#### [SOURCE RECORDS]

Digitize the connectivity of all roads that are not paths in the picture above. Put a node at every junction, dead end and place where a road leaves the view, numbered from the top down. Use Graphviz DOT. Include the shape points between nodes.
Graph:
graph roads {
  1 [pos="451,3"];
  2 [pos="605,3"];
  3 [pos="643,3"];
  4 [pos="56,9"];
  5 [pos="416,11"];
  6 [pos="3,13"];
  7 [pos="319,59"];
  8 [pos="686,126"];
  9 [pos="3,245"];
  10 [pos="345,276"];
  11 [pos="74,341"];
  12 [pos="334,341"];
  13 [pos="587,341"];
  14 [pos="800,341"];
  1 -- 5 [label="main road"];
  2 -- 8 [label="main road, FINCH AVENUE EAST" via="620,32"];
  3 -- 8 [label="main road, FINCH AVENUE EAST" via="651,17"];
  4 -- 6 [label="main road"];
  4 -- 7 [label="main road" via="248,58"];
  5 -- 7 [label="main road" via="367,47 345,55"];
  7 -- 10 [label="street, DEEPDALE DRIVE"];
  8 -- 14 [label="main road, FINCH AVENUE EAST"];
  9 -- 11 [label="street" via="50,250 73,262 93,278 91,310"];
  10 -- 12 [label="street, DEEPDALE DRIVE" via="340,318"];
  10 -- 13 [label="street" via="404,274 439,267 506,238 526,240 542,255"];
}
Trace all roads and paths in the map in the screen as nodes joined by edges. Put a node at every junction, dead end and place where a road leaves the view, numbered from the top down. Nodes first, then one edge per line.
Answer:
--
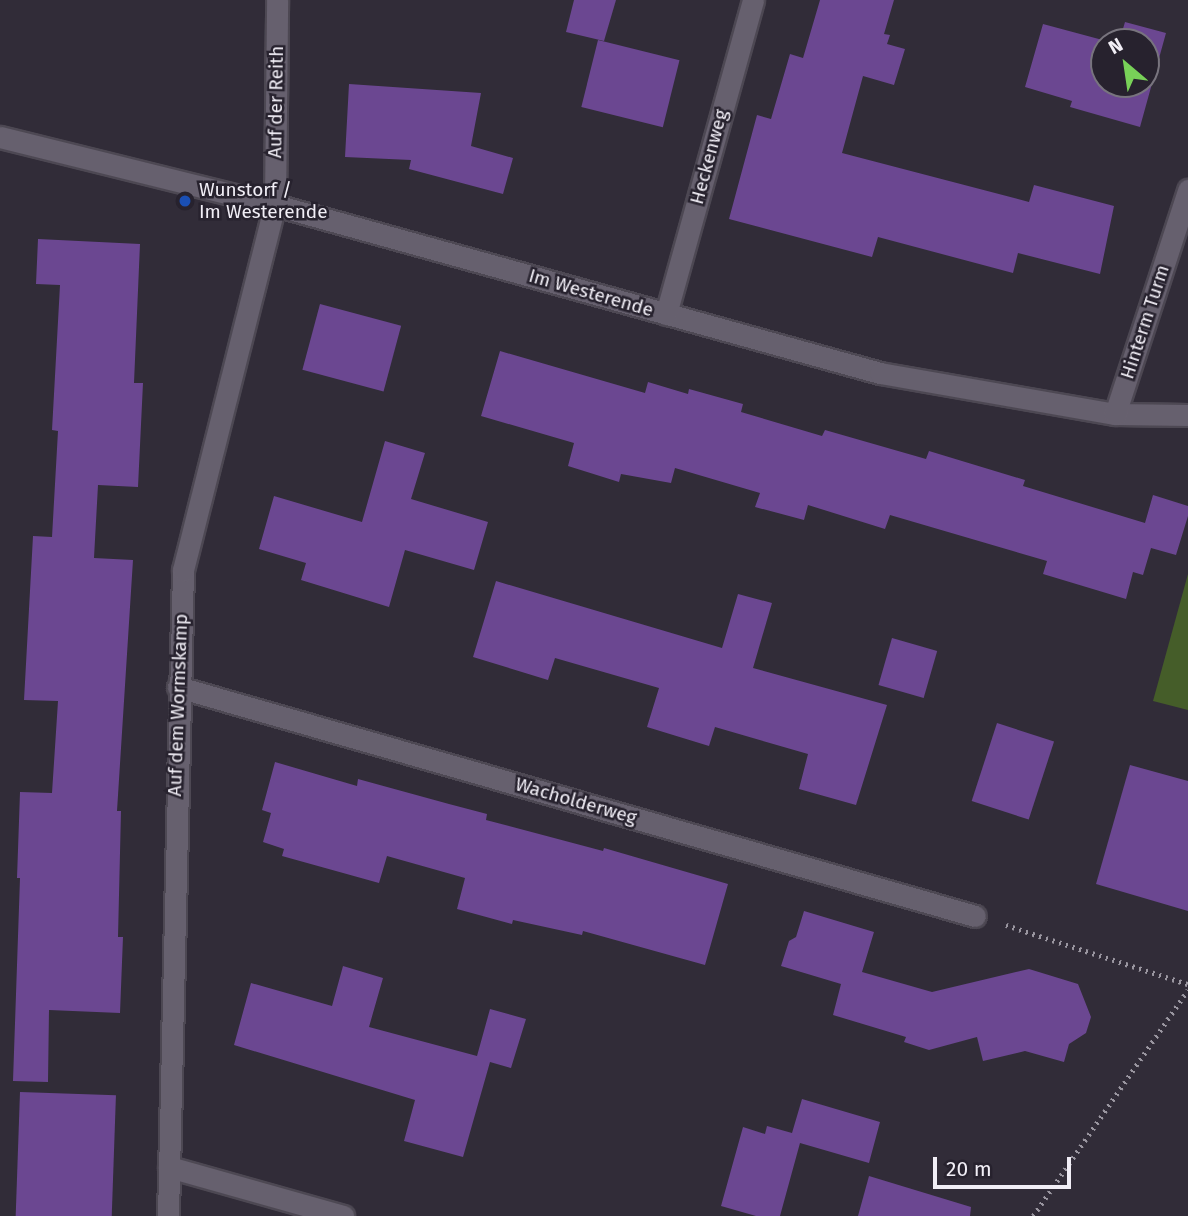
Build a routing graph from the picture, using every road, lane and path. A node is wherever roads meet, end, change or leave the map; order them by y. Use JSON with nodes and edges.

#### [PROBLEM TO WORK ON]
Your reply should consist of one number: how many lines in the entries contain the string "picture".

#### [TASK ANSWER]
2